Strong Solar Geomagnetic Storm Predicted Overnight Tonight Through Friday

...Strong Solar Geomagnetic Storm Expected Tonight and Friday...

When we think of sun spots and stronger geomagnetic storms, we tend to think of the impacts as the brilliant displays of the Northern Lights.  But what is really going on here?  Sun spots are dark spots on the sun that are several thousand degrees colder than the surrounding sun surface, and caused by local areas of intense magnetic activity.  Much like a thunderstorm exploding upwards on a hot/humid afternoon, the sun can violently release this built up magnetic activity into space, known as a coronal mass ejection (or CME for short).  The solar wind carries this burst of highly energized particles out through space at over 300 miles PER SECOND!!  If they are directed toward earth there can be many impacts, arriving several hours to more than a day after the solar eruption.

As the highly electrically charge particles interact with the very upper levels of our atmosphere and the earth's magnetic field, we can see vibrant displays of the northern/southern lights, known as the Aurora Borealis (or Aurora Australis).  However, there are many negative impacts from a strong geomagnetic storm, ranging from radio blackouts, satellite interruptions, electrical grid problems, and increased radiation to aircraft at high altitudes flying across the northern latitudes. The NWS Space Prediction Center ranks these potential geomagnetic storms based on expected intensity, and that scale is linked at the bottom of this page.

So what's the big deal?  Well, a strong solar eruption was observed yesterday and the CME was directed toward earth.  Although, the Aurora Borealis might be observed tonight this far south (a fairly rare event), unfortunately, it looks like we'll be cloudy.  One would likely have to travel to northern Iowa or Minnesota for a clear view.

Key Points

  • A very energetic solar eruption was observed Tuesday afternoon that produced an R3 (strong) radio blackout and a S2 (moderate) solar radiation storm on Earth.

  • The most delayed aspect of a solar eruption is the arrival of the Coronal Mass Ejection (CME) which generally follows a day or two after the solar eruption and can cause a Geomagnetic Storm.

  • The NWS Space Weather Prediction Center (SWPC) is predicting the arrival of the CME from Tuesday's eruption to arrive at Earth during the early morning hours of Thursday EST.

  • Since the eruption was intense and Earth-directed, SWPC is predicting that the Geomagnetic Storm will be strong, or category G3.

  • All of this activity stems from a very large sunspot region #1944 that had been relatively quiet until Tuesday.
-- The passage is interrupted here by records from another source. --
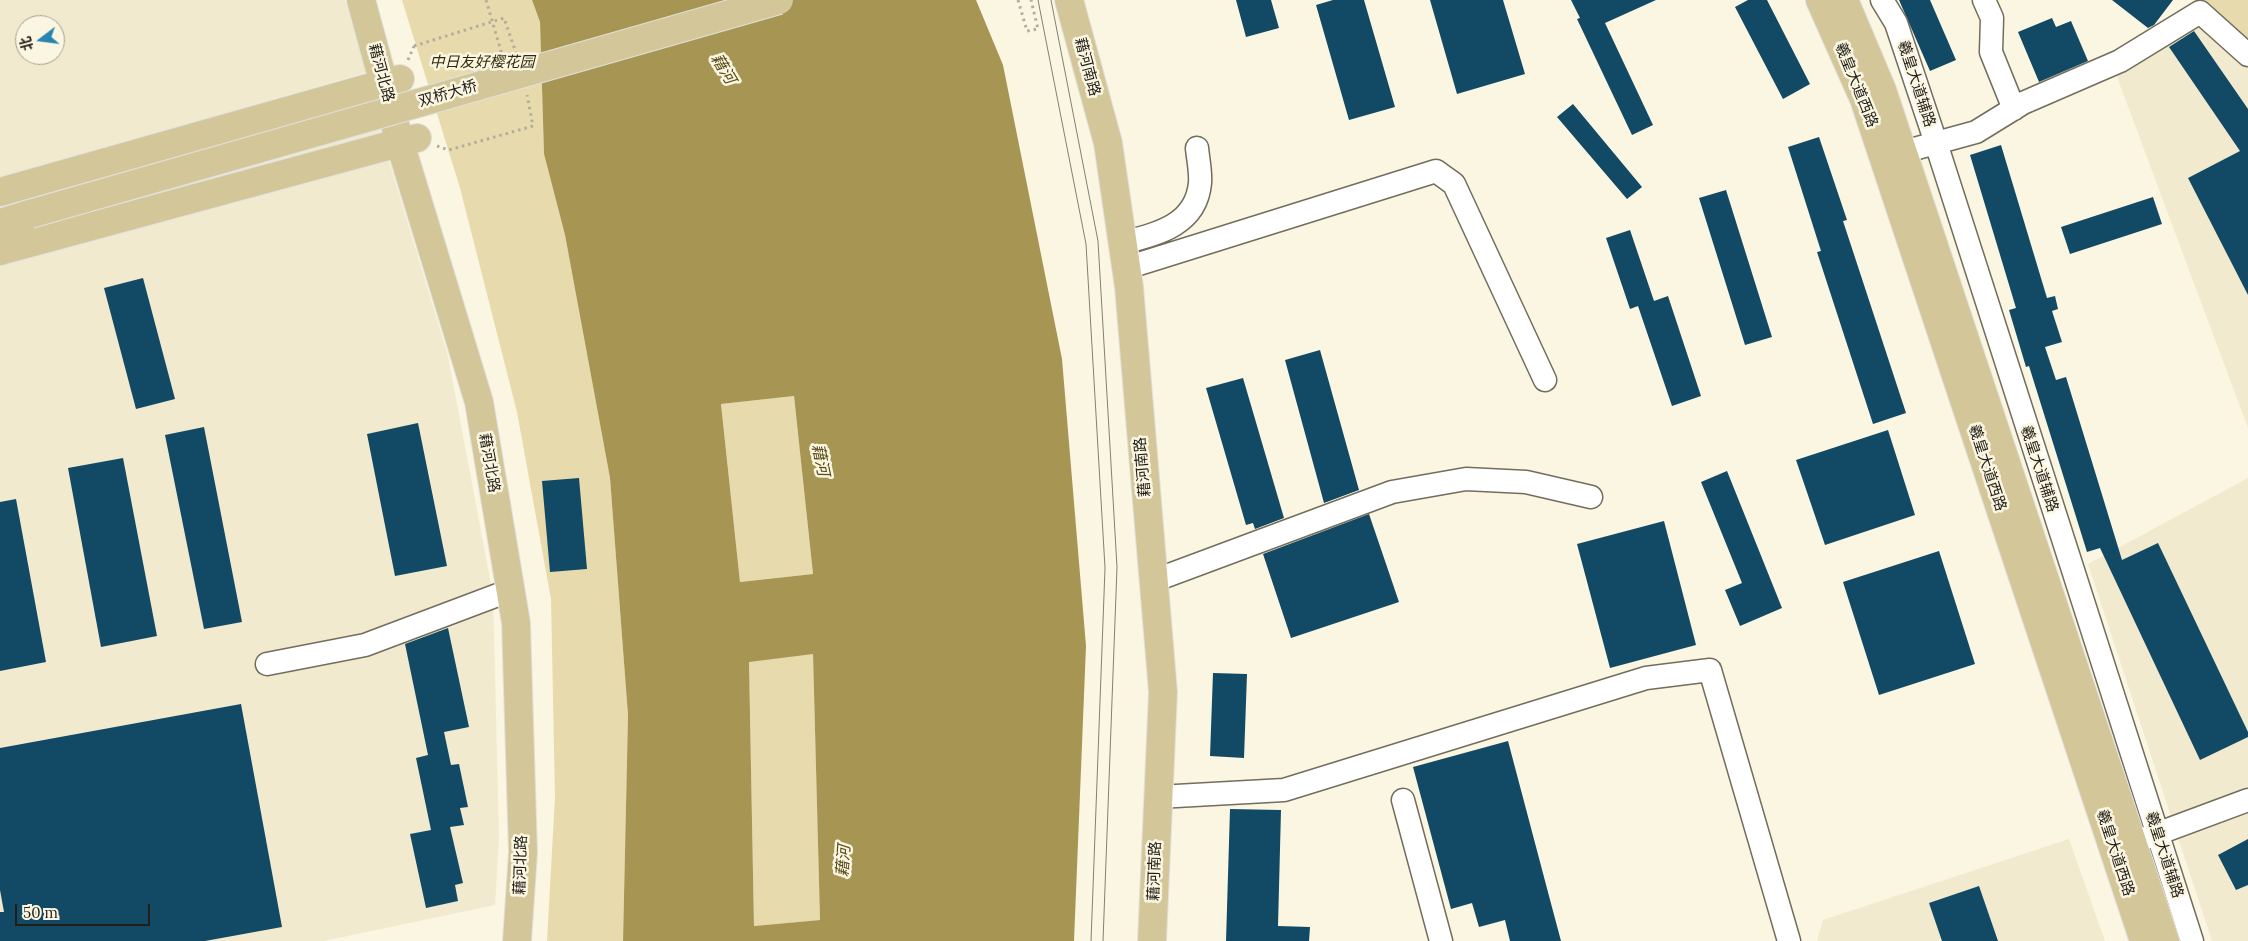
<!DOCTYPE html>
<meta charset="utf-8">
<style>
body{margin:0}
#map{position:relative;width:2248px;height:941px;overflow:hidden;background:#fbf6e2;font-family:Lora,"Noto Sans SC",serif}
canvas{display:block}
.north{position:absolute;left:15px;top:15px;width:50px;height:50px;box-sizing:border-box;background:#fbf6e2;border:1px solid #a3a091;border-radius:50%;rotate:255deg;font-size:14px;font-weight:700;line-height:20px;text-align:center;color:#201e17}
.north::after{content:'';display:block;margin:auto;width:18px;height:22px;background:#2885b2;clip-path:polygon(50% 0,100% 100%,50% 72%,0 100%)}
.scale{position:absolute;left:15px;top:904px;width:135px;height:22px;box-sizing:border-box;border:2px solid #201e17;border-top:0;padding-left:6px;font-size:15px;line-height:18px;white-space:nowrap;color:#201e17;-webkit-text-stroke:4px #fbf6e2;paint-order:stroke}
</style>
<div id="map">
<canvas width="2248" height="941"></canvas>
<div class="north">北</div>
<div class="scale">50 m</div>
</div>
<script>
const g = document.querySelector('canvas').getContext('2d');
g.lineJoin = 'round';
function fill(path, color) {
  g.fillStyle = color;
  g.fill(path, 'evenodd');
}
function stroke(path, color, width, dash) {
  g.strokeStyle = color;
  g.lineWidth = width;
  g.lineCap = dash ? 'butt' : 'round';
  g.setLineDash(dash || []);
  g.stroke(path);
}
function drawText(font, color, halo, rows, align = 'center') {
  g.font = font + ' Lora,"Noto Sans SC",serif';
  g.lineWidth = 5;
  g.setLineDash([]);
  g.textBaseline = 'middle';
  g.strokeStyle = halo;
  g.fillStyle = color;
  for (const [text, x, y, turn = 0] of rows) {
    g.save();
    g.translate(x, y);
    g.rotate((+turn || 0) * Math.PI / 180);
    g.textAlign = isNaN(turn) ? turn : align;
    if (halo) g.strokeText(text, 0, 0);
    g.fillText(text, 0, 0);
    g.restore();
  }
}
const built = new Path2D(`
 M0,0H345L367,72L0,179ZM25,25H55V55H25Z
 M2206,8L2248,54V428L2117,77Z
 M377,121L448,356L493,595L499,837L495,905L324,941H0V235Z
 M2248,478V941H2212L2088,564Z
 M2069,839L2105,941H1817L1823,920Z`);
const green = new Path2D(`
 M402,0H532L540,22L544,154L565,235L610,478L628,715L623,941H547L555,797L551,599L517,412L460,188Z
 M2199,0H2248V54Z
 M794,396L813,574L740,582L721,404Z
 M813,653L820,920L754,926L749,661Z`);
const water = new Path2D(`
 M532,0H976L1003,65L1062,359L1086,646L1074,941H623L628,715L610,478L565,235L544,154L540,22ZM794,396L813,574L740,582L721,404ZM813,654L820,920L754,926L749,662Z`);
const building = new Path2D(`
 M1236,0H1271L1279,28L1246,37Z
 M1333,0H1364L1395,107L1349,120L1316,5Z
 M1430,0H1503L1525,74L1457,94Z
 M1571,0H1656L1605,23L1653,125L1632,135L1577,19L1580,18Z
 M1748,0H1767L1810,84L1783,99L1735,7Z
 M1899,0H1930L1956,60L1930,71Z
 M2112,0H2173L2154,25L2148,28Z
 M2052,18L2056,27L2071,21L2088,61L2039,82L2018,32Z
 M2194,31L2248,109V295L2188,178L2240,151L2169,47Z
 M1573,104L1642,187L1627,199L1557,117Z
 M1819,137L1847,220L1843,221L1906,413L1873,424L1817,252L1821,251L1788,147Z
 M2001,145L2047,298L2055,296L2058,309L2052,311L2062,342L2045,347L2056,380L2066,377L2122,560L2158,543L2248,732V737L2200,760L2100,548L2087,552L2029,366L2026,367L2009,310L2016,308L1970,155Z
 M1726,190L1772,337L1745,345L1699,198Z
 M2153,197L2162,224L2070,254L2061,227Z
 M1630,230L1654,301L1668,296L1701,396L1672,406L1638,306L1630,309L1606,238Z
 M143,278L175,399L136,409L104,288Z
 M1320,350L1359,490L1324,503L1285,360Z
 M1243,378L1284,518L1255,529L1253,523L1246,525L1206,388Z
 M418,423L447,566L395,576L367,434Z
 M204,427L242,622L204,629L165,435Z
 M1888,430L1915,515L1825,545L1796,460Z
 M123,458L157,636L101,647L68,468Z
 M1727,471L1782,608L1740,626L1725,590L1742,583L1701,482Z
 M579,478L587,569L550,572L542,481Z
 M16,499L46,662L0,671V502Z
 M1369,514L1399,602L1291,638L1263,554Z
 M1664,521L1696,645L1610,668L1577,544Z
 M1939,551L1975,664L1879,695L1843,582Z
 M448,628L469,727L444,732L451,765L459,764L468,807L460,808L464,825L450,827L463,883L455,885L458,901L426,908L410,834L431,830L416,758L428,755L405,644Z
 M1213,673L1247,674L1244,758L1210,756Z
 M241,704L282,927L205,941H0V912H4L0,890V748Z
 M1508,741L1549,896L1561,941H1510L1505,920L1479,927L1472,903L1451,909L1413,767Z
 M1230,809L1281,810L1278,926L1310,927L1309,941H1226Z
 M2248,839V885L2236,890L2218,855Z
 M1979,886L1998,941H1942L1929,903Z`);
const path = new Path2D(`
 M486,0L503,58
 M1018,0L1027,31L1038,29L1031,0
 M408,60L414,46
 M437,146L449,150L533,126L527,95`);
const minor = new Path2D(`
 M1882,0L1896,23L1936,143L2192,941
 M1984,0L1992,18L1991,52L2014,109
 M1903,152L1976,132L2023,103L2120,61L2200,12L2248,55
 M1122,243C1156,234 1196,226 1200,183C1201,172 1198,159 1197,148
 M1126,268L1436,171L1454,184L1545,380
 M1153,581L1392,492L1466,479L1526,482L1591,497
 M267,664L365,645L511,590
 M1158,797L1284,790L1646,678L1710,670L1789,941
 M1403,800L1441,941
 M2143,839L2248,800`);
const major = new Path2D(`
 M361,0L400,143L479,402L516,623L523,852L517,941
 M1069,0L1108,143L1129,287L1163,692L1152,941
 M1820,0L1864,99L2144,941
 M1844,0L1882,90L2165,941
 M0,192L400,79
 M0,223L30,214
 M0,251L417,138`);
const tram = new Path2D(`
 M1038,0L1086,244L1105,568L1091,941
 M1051,0L1098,241L1117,567L1103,941`);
const pathBridge = new Path2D(`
 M414,46L504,18L516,53`);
const majorBridge = new Path2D(`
 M30,214L779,0`);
const parkNames = [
 ["中日友好樱花园",482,63]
];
const streetNames = [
 ["藉河南路",1087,67,75],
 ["藉河北路",381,73,75],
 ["羲皇大道辅路",1916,84,72],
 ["羲皇大道西路",1856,85,68],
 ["双桥大桥",448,94,-16],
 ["藉河北路",489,463,80],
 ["藉河南路",1143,467,-95],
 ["羲皇大道西路",1987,468,72],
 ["羲皇大道辅路",2039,469,72],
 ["羲皇大道西路",2115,853,72],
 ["羲皇大道辅路",2164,855,72],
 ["藉河北路",521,865,-88],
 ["藉河南路",1155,871,-88]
];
const waterNames = [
 ["藉河",723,69,59],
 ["藉河",820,460,78],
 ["藉河",844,861,-86]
];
fill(built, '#f1eacf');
fill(green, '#e7daac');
fill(water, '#a79653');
fill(building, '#124964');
stroke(minor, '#726d5c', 25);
stroke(major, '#e0e0df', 30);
stroke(path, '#b2ae9e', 3, [2.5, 4]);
stroke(minor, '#fff', 22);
stroke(major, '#d3c799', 28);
stroke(tram, '#827f72', 1);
stroke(majorBridge, '#e0e0df', 30, []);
stroke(pathBridge, '#b2ae9e', 3, [2.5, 4]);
stroke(majorBridge, '#d3c799', 28);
drawText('italic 15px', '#312a0b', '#fbf6e2', parkNames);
drawText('15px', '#201e17', '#fbf6e2', streetNames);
drawText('italic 16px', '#574a16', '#fbf6e2', waterNames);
</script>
  • Due to the nature of solar events, there will be very little new information until the time the CME reaches the NASA ACE spacecraft just upstream of Earth. Once it reaches those sensors, SWPC can issue short-term, higher-confidence warnings.

  • Region 1944 will be in a position to affect Earth for most of the next week as it continues to make its way across the sun, so subsequent activity is possible.

Potential Impacts from a G3 (Strong) Geomagnetic Storm

  • Navigation:
    • GPS devices may be impacted; loss of satellite lock and increased range error.

  • Power systems:
    • Voltage corrections may be required, false alarms triggered on some protection devices.

  • Satellite operations:
    • Surface charging may occur on satellite components, drag may increase on low-Earth-orbit satellites, and corrections may be needed for orientation problems.
  • Radio:
    • HF (high-frequency) radio may be intermittent.

  • Other:
    • Intermittent satellite navigation and low-frequency radio navigation problems may occur, HF radio may be intermittent.

    • Aurora has been seen as low as Illinois and Oregon (typically to around 50 degrees latitude).

What is the Space Weather Prediction Center?

The NWS Space Weather Prediction Center (SWPC) provided an update during their routine briefing to FEMA Headquarters. The NOAA Liaison to FEMA is also engaged with FEMA HQ regarding the latest forecasts and potential space weather impacts.

SWPC has around 38,000 accounts registered in their email subscription service, and frequent updates are being sent through that system.

SWPC is also updating customers through web page updates and social media.

SWPC has a system in place to notify power grid officials if conditions warrant, but this event is not expected to pose a significant threat to critical infrastructure.